While on holiday in Florida with another girlfriend he had a heart attack and was taken to hospital where he nearly died. He sobered up for good on doctor's orders.

He had yet another brief comeback in Britain and was given a record contract.

But even though he wasn't drinking, he turned on his studio engineer and said: "I've got a hand grenade, I'm going to take it to the record company building and blow them up."

That sealed his professional fate and, jobless, he finally moved to his current house in Evesham eight years ago when it was found for him by one of his girl backing singers.

He pays £650 a month for it and is happy leading a quiet life because the surrounding countryside reminds him of Texas.

"I can't attract very young girls any more. I can't do any of the things I used to do.

"I can't get drunk, so I can't get into fights. And I don't have a social life any more seeing as I can't drink."

And so to the thorny subject of those benefits.

"I am entitled to be on benefits," he tells me, insisting that his investigation is a bureaucratic error, "because of my asthma, because I have a separated shoulder from American football and because of my alcoholism.

"But doctors have always told me I should work to keep me from getting depression.

"Until I was 65 I got a doctor's note giving me permission to work despite my disability.

"But when you get to 65, they don't accept the doctor's notes any more because you are supposed to be retired.

"So if you have bad health after retirement age they don't see they should pay you the disability allowance because you shouldn't be working anyway.

"It sounds a tangle, but P.J. is determined he is right.

"The Government's always been against me," he says.

"They come after me when they are bored. I will win this case, but then it really doesn't matter to me what the outcome is.

"They don't have to kick me out of this country, because I'll gladly leave.
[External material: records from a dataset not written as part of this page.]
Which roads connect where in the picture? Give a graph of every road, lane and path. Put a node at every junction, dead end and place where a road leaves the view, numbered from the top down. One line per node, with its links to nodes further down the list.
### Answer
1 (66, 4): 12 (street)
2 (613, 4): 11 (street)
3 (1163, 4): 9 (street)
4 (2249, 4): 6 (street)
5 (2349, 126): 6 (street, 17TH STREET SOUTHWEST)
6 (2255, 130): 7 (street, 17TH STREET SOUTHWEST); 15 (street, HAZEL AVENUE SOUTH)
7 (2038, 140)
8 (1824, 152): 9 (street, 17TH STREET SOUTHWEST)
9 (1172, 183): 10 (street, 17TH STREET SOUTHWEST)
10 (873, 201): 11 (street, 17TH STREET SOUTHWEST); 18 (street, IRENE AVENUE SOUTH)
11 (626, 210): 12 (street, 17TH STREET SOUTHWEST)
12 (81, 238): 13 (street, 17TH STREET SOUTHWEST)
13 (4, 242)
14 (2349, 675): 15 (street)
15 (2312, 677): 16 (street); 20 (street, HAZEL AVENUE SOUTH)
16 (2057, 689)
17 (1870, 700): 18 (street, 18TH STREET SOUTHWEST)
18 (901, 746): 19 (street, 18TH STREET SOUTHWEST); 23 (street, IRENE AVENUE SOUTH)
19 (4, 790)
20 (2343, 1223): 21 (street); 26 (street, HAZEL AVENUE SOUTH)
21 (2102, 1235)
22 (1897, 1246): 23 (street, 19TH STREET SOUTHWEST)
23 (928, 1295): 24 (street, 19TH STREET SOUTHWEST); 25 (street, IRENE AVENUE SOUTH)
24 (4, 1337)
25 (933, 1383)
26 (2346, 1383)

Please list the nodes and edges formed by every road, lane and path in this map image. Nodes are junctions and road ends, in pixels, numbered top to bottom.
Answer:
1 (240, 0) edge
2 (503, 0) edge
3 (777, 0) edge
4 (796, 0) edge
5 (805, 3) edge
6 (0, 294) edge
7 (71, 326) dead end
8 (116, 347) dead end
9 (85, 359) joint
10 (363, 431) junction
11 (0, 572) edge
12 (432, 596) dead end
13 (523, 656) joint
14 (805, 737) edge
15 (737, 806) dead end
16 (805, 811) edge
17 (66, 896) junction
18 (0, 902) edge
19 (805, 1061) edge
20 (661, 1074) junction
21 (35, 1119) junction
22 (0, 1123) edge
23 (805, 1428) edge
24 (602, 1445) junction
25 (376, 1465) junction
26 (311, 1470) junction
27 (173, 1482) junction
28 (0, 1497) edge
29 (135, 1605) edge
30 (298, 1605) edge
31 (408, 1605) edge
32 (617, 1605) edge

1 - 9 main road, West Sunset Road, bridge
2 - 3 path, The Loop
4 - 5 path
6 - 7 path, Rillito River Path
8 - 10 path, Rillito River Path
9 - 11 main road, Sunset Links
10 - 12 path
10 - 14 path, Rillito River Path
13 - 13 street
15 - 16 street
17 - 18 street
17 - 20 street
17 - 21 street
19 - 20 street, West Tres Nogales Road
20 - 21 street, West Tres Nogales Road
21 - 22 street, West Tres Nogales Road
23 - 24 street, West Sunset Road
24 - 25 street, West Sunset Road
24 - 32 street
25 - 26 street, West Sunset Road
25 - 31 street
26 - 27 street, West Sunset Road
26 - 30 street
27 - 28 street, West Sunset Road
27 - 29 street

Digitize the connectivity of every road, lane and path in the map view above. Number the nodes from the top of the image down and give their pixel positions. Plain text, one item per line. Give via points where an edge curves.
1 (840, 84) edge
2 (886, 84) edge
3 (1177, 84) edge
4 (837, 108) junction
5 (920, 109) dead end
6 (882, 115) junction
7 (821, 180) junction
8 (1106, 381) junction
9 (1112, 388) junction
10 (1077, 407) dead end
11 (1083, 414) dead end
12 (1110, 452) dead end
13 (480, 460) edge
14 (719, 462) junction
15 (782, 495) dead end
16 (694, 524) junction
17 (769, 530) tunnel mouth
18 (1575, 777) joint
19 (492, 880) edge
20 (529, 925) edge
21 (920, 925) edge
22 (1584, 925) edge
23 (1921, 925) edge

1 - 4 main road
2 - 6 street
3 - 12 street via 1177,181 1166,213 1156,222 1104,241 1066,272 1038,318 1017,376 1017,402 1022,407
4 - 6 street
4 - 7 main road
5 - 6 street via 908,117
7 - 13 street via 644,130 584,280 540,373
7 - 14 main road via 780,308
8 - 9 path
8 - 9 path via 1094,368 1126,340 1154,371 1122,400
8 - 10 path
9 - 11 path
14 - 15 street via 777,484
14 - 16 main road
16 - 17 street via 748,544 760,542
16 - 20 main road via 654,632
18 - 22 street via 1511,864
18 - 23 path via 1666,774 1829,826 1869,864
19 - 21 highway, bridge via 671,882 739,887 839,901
"England now is not the England I used to love. When I first came here it looked as if it had been designed by Disney.

"Now they've taken all the romance out of it and I won't live in a place with no romance."

It sounds as if he has mellowed with age - but the demon is not finished with him yet.

"If I knew I had a terminal illness, you know what I would do?" he says.

"I'd take a plane to Nashville, Tennessee, and I'd ask the cab driver to take me to the sleaziest, dirtiest bar in town and I'd pick on the biggest and toughest guy in the place and knee him between the legs.

"I'd make him really mad and then I'd say have a drink - and then I'd say come outside and fight."

The incorrigible P.J. Proby intends to go out fighting.